L’edificio nacque come Convento dei Francescani nel 1478, con annessa la chiesa di Nostra Signora del Gesù, di cui ora rimangono poche tracce. Il convento ospitò la farmacia dei frati, nella quale si preparavano numerose medicazioni fra le quali l’unguento di San Salvatore da Horta, che qui trascorre gli ultimi anni della sua vita, fino alla morte, nel 1567. Dopo l’assedio spagnolo del 1717 il convento viene ceduto ai Piemontesi che, nel 1765, impiantano la Manifattura Tabacchi. Il complesso viene ampliato grazie ai progetti di Saverio Belgrano di Famolasco (1764) e di Giuseppe Sbressa (1828).
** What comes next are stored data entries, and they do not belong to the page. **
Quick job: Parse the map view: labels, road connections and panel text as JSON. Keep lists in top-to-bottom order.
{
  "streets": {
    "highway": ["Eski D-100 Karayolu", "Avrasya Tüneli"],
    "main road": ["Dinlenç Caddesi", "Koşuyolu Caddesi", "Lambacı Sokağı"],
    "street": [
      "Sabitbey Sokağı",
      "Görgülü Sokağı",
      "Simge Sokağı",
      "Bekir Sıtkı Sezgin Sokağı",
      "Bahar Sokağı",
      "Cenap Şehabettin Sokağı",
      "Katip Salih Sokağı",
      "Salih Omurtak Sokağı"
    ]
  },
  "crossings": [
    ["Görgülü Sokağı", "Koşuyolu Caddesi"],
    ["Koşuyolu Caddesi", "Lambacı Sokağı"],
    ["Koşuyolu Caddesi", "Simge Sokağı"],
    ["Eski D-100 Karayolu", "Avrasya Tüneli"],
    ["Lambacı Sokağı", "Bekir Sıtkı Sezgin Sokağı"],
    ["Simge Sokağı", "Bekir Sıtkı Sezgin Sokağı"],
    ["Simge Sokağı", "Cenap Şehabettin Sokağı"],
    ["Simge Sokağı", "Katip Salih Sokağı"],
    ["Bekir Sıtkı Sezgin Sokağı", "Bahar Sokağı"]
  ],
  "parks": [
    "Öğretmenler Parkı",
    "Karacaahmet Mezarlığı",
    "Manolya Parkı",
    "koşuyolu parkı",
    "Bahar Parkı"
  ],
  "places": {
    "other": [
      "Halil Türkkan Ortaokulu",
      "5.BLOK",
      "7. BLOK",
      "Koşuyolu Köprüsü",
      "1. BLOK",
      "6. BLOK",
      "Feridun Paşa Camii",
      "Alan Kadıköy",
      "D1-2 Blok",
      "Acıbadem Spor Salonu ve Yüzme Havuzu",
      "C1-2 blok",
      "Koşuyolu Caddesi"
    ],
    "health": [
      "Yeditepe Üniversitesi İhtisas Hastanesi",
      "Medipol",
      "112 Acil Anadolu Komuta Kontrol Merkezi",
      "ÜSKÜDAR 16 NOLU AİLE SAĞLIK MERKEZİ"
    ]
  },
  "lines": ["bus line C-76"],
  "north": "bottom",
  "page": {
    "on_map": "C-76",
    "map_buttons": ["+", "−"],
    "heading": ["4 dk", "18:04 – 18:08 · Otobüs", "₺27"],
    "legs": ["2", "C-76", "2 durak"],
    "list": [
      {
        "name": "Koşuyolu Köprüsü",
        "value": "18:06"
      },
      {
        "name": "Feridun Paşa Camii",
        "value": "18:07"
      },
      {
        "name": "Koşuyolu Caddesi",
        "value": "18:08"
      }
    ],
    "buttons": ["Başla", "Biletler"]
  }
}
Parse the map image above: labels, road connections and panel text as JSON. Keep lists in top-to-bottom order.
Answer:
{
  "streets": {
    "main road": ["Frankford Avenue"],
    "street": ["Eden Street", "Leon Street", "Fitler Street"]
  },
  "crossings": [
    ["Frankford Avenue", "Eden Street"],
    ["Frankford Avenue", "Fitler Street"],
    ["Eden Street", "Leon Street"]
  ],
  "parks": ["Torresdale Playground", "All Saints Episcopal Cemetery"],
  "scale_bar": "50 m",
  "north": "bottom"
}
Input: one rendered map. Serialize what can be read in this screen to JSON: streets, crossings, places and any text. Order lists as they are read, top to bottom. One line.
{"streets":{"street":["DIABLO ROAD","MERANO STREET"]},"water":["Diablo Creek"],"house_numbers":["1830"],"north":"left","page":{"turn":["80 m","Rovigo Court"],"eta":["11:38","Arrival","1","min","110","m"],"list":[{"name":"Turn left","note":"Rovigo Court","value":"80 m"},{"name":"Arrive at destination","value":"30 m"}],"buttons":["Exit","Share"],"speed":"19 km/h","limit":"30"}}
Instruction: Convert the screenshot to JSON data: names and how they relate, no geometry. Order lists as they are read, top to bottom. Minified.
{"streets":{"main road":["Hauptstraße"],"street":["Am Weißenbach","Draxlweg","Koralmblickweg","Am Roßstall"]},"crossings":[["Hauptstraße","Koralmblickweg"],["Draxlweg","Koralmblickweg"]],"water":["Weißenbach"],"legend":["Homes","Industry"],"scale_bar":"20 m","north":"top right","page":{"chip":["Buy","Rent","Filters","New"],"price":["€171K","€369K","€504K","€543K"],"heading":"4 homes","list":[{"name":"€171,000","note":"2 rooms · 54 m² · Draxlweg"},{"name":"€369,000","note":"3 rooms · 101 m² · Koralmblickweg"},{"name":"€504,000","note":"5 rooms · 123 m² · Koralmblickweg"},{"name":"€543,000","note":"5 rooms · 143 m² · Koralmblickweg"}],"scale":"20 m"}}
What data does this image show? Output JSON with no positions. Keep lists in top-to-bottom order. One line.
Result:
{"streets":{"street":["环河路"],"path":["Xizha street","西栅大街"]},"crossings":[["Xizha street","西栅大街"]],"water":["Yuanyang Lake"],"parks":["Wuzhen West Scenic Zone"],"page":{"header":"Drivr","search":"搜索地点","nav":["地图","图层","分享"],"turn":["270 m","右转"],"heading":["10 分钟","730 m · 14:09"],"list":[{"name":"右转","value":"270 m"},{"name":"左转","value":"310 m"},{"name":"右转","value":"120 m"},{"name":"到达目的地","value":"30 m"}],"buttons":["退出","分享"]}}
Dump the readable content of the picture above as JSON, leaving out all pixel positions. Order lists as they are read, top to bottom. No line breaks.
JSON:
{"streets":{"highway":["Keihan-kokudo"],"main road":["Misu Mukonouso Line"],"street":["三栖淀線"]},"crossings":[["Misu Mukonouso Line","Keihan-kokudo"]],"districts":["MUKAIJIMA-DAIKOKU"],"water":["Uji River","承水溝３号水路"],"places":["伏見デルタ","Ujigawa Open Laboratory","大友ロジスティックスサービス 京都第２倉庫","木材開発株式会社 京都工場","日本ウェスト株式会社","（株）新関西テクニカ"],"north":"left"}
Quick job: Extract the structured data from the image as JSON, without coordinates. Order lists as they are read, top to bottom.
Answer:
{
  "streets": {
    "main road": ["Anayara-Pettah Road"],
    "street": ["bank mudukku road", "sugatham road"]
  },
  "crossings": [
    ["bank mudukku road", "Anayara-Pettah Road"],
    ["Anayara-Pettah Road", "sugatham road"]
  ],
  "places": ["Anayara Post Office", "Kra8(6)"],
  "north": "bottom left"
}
Più volte rimaneggiato ed ingrandito, l’edificio nel 1900, in seguito alla cessione fatta dal municipio di una vasta estensione di terreno adiacente al vecchio fabbricato, si rese possibile l’ampliamento dell’opificio. La serie delle nuove costruzioni, permisero di dare alla manifattura quell’aspetto di modernità che le era necessario. La manifattura dei tabacchi ha sempre impiegato soprattutto personale femminile e rappresenta uno dei luoghi storici della riscossa operaia di Cagliari.

La Manifattura viene chiusa nel 2001; nel 2006 torna nelle mani della Regione Autonoma della Sardegna che nel 2009 avvia i lavori di recupero, conclusi nel 2016, e nello stesso anno incarica Sardegna Ricerche, Agenzia Regionale per la promozione della ricerca, innovazione e sviluppo tecnologico, di dare nuova vita alla Manifattura Tabacchi e posare la prima pietra della futura Fabbrica della Creatività.